I couldn’t see any way out. I would always be a failure, I would never be able to be a functioning member of society again. I no longer made a difference for anyone. I would think of going to school, or going back to work, or even entering a social situation and cringe.
Since meeting with my counselor, I have come so far! I am confident as I work towards jobs again. I know that I have skills that can be utilized. I have hope that some day, I’ll find just the right job, and until then, I will be fine.
I am stepping out of my shell, also. I gave blood today at a local church, and after I left, I realized that I had gone in with my head held high. I had talked with folks. I had laughed, I had really and truly been THERE. It was very, very exciting!!! I hadn’t even noticed that change coming. As I drove home, radiant from my grand accomplishment, I realized that I was reaching out more and more, and folks have been reaching back. I have been laughing and talking with an old group of friends that have been reunited in graduation plans for our sons. I have been on Facebook. I’ve been honestly trying to be the old me again.
We had also had a family argument this week. It happens! My teenagers were bickering and it was driving me insane. We had the argument, and we were able to end it with a good talk. It wasn’t perfect, but afterwards, I didn’t sink. I didn’t panic. I didn’t second guess myself. I felt like we had made some progress and perhaps they understood where I was coming from a bit more. I know that my oldest is struggling a bit now, too, so I worry about him. I want to reach out to him. I want him to know that I’ve seen the dark places, and I’m not afraid of them anymore…that I’ll go into them with him, and shine light in all of the corners.
I can’t believe that there has been this much of a change in so little time! Not that I’m complaining! I am thrilled to be at this point. I’m just hoping that it’s a long term thing, and not a brief respite. I have come to realize that depression is what it is, and like other diseases that weaken our physical body, it may be with us for life. But we can manage it, and we can overcome those times when it feels like you are about to go down for the last time.
I ran across this picture of daisies that I had taken a few years ago. I love daisies, because they are so bright and cheerful…simple, yet beautiful. And they last forever. I mean, really, have you ever had cut daisies in a vase? They last longer than any flower that I’ve ever cut. My dad gave me daisies when I graduated from High School. My grandpa sent me daisies when I competed at the State Junior Miss program. They lasted for more than a week or so beyond any of the other flowers. For this and for the sentimental value that they now hold, I love daisies.
I want to be a daisy…resilient, able to grow in even diverse conditions. Long lasting even when they are cut from their roots. And cheerful. I want to be cheerful.

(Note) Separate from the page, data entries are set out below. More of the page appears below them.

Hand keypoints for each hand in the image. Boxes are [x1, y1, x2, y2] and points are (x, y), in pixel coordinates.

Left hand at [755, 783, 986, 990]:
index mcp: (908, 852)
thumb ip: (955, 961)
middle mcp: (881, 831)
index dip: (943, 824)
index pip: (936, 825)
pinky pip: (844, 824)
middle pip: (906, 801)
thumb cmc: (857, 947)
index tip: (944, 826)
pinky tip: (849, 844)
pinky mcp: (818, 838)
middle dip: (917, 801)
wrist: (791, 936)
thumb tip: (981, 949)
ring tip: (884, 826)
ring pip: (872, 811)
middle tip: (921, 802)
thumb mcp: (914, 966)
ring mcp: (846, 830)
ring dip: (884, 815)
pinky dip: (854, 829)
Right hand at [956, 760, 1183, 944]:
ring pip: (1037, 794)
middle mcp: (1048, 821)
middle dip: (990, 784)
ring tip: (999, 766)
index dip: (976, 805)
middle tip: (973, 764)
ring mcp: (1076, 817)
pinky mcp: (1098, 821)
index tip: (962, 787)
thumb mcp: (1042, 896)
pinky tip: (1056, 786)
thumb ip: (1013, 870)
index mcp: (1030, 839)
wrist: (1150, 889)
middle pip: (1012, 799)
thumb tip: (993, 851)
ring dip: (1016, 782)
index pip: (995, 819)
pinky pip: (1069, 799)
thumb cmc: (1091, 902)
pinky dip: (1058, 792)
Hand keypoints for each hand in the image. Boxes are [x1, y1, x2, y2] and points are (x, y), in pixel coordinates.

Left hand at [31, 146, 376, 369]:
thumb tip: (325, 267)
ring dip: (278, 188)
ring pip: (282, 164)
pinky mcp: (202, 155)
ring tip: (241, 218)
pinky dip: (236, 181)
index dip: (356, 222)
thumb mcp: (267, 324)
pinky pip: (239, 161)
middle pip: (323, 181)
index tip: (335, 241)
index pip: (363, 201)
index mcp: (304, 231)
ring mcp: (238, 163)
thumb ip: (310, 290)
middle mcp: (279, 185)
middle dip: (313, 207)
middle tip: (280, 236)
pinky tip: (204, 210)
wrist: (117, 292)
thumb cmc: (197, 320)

I also noticed, as I looked through photos taken years ago, that I am not the same photographer. When I took this photo, it was a major accomplishment for me. Very artistic! The rest of my photos from that time period are a mix of blurred shots, bad composition, or terrible lighting. I hadn’t realized that I had improved in this area, either! Made me feel pretty good about where I am today in many respects.
As the scrapbooker says, I’m good now. Hopefully for a long time…just like a daisy.